With her research actually supporting her ideological opposition, she eventually pulled the paper off the web, quit the scientific profession in disgrace, and is now working as a coffee-grower in Hawaii

>> No.11789875

>>11789370
>isn't gatekeeping
There are various papers talking about hydroxychloroquine from doing nothing to being slightly useful to treat either covid symptoms or the disease itself, which are in biorxiv
However, the ones that received wide press, and thus public attention, were the few that had problems with the study design, so drug research was shut down
I don't want this shit to get political so I won't inquire why this happened, only that it happened recently

>> No.11790817

>>11789222
I didn't know people this based were on /sci/

>> No.11791028

>>11789875
What the public and lay audiences latches onto is an entirely different problem in and of itself. This is actually a massive issue in science and organizations like the are working on initiatives to combat this. When lay audiences try to read scholarly works a lot of the time it is a toss up as to the quality of the paper they are reading and disseminate via media. Primarily because they usually do not read or understand the methods and are not familiar with the background of the subject.
Interestingly for hydroxchloroquine the number of papers on this compound have increased of the past 10 years not just in this last year.
I'm not sure what the status of hydroxychloroquine is currently in research or what alternative purposes people are devising for it.

>> No.11791060

I bet he's a leftist, leftist like to attack science because it's not on their side and never will.
Once they "debunked" science they will proceed to make emotional and stupid arguments with nothing to back up, but people from there on will eat it up because "bruh science ain't real look this one article is saying so"

>> No.11791066

>>11789569
Sorry you are right i mixed the two up. There is an editorial board, and in certain journals the editorial board reviews the manuscripts sent in, where an associate editor memeber (practicing scientist) also has to assess the manuscript. JBC uses a structure like this as an example. I don't know what field you work in but this in common in the biological sciences.

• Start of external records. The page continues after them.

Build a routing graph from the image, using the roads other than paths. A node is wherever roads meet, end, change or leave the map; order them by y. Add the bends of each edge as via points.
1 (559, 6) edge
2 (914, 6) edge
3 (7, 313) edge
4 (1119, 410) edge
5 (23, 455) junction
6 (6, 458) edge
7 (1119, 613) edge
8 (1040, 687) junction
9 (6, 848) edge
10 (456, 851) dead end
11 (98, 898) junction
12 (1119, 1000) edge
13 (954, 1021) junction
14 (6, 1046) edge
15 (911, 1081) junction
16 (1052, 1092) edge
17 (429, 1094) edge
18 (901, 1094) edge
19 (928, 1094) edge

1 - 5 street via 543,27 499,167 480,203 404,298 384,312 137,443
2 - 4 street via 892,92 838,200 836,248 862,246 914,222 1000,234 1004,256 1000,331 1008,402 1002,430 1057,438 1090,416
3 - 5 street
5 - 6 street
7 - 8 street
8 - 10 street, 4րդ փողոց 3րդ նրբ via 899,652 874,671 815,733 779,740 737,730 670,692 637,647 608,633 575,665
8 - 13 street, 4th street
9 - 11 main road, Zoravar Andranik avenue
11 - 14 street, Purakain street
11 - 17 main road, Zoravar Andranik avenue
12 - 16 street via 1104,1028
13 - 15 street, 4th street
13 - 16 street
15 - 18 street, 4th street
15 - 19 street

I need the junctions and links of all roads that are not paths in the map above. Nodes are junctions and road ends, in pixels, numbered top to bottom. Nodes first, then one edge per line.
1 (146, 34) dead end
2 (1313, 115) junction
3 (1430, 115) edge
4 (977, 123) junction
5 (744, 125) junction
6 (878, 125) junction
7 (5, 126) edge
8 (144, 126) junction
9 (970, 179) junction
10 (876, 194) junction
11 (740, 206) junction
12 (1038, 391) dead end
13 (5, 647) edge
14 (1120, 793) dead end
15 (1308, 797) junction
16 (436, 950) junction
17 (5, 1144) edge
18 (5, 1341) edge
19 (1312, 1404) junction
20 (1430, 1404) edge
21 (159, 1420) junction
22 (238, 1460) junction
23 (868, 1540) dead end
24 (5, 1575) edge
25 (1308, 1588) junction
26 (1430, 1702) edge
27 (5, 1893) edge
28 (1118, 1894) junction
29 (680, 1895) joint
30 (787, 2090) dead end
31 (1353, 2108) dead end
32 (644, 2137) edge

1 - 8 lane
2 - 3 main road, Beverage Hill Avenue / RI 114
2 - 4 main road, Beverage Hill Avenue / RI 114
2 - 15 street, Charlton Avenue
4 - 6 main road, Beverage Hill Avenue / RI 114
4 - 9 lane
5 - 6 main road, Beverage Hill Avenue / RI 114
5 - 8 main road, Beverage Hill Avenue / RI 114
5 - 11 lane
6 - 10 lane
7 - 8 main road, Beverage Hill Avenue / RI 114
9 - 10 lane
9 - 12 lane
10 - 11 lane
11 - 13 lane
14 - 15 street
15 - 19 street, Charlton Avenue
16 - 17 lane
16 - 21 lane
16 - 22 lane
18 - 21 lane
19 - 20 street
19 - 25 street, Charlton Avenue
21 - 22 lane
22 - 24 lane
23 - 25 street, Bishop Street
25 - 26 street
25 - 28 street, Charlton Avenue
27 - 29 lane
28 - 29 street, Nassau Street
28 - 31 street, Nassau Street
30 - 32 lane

http://jbcresources.asbmb.org/peer-review-at-jbc

>> No.11791067

>>11791060
kek

>> No.11791137

>>11789758
my fucking sides

>> No.11791149

>>11789377
Uh, yeah umm okay. Like, do you have a source for that? Preferably published in a reputable peer reviewed non-predatory journal with a high impact factor, and within the last 5 years. It should have at least 15 citations too.

Yeah, sooo.....
[citation needed]

>> No.11791158

>>11791149
case in point

>> No.11791188

>>11788574
peer review is great, journals are cancer that provide no value at all and inhibit scientific process. And everyone that ascribes value to that trash is part of the problem.

>> No.11791191

>>11789493
Im not arguing this. Im arguing large review boards have the potential to suppress important findings - not that all peer review is evil, or that non-peer reviewed papers should all be treated equally.